Set in the bustling 1930s Shanghai, the story centers on a young girl who catches the attention of an American Lieutenant, and the ensuing tragedy.
Opening Wednesday in Sydney, Fight the Landlord: Dou Di Zhu, reflects the emergence of a new generation of contemporary dramaturgs inspired by a China during this time of unprecedented change.
In a world-first international collaboration, Fight the Landlord is a collaboration between Ireland's Pan Pan Theater and Beijing's Square Moon Culture.
Presented by Carriageworks in Sydney for the first time, this is ground breaking international theater at its best.
Running at the popular Carriageworks from Oct. 2-5, Fight the Landlord has already toured extensively to wide acclaim, including performances to packed audiences at Shanghai's World Expo in 2010.
It has since also completed sell out seasons in 2012 at the Darwin Festival and the Victorian Arts Center, where it received glowing reviews for its unique blend of fast paced, wise-cracking comedy drama which celebrates life growing up in China today.
Fight the Landlord is presented entirely in Mandarin with English surtitles.
Set around a card table, amidst a forest of plastic trees, three girls are dressed as pandas.
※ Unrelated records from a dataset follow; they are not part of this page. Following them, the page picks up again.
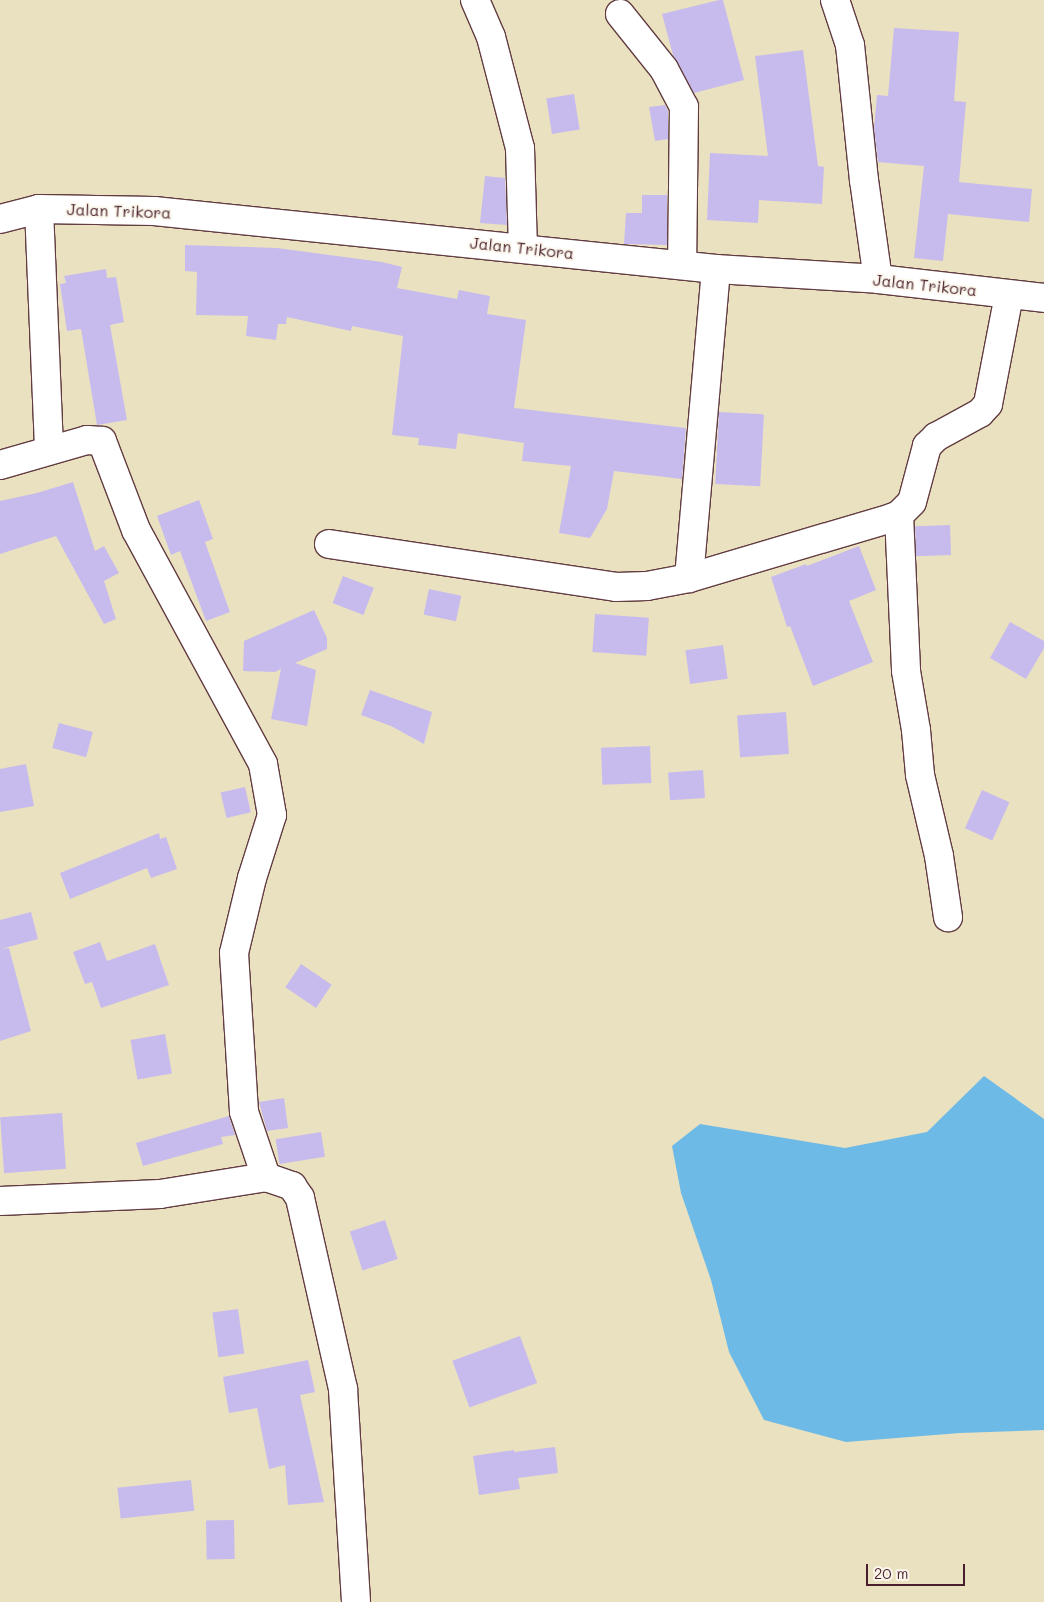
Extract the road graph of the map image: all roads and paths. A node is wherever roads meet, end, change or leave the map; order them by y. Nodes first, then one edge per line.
1 (474, 0) edge
2 (835, 0) edge
3 (620, 14) dead end
4 (39, 209) junction
5 (0, 219) edge
6 (523, 248) junction
7 (682, 265) junction
8 (716, 269) junction
9 (878, 279) junction
10 (1009, 295) junction
11 (1044, 298) edge
12 (49, 450) junction
13 (0, 465) edge
14 (899, 515) junction
15 (329, 544) dead end
16 (689, 578) junction
17 (948, 917) dead end
18 (266, 1178) junction
19 (0, 1201) edge
20 (356, 1602) edge

1 - 6 street
2 - 9 street
3 - 7 street
4 - 5 street, Jalan Trikora
4 - 6 street, Jalan Trikora
4 - 12 street
6 - 7 street, Jalan Trikora
7 - 8 street, Jalan Trikora
8 - 9 street, Jalan Trikora
8 - 16 street
9 - 10 street, Jalan Trikora
10 - 11 street, Jalan Trikora
10 - 14 street
12 - 13 street
12 - 18 street
14 - 16 street
14 - 17 street
15 - 16 street
18 - 19 street
18 - 20 street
Gradually they begin a game of 'Fight the Landlord.' As the stakes are raised, so too is the intensity of conversation.
The energetic piece explores every aspect of modern day China, from celebrity gossip, to property prices, living off parents, divorce, love, and luxury.
In keeping with the duality and uncertainty of modern life, the performers' relationships are in flux. "Comrades" become enemies; relationships constantly shift, wavering between a passionate love triangle; a family of three; a psychiatrist and unhappy couple; a real-estate agent and home buyers and internet friends who have never met.
Featuring a Chinese cast of Generation Y actors, Fight the Landlord is the brainchild of Pan Pan's artistic directors Gavin Quinn and Aedn Cosgrove. It has also been devised with Chinese writer and performer Sun Yue who previously performed in Pan Pan's acclaimed Chinese version of Synge's The Playboy of the Western World in Beijing and Dublin in 2006.
Carriageworks Director, Lisa Havilah, told Xinhua that the production will strike a chord with Australia's sophisticated and multicultural audiences.
"Fight the Landlord perfectly marches our commitment to reflect the cultural diversity of wider Australia," she said.
"We are delighted to be bringing this original new theater work to Sydney audiences for the first time ... It is a rare opportunity as an artistic director to present a truly ground breaking example of international collaborations. Fight the Landlord overcomes the tyranny of geography, language and distance to provide rare insights into this fascinating ancient culture in a state of flux."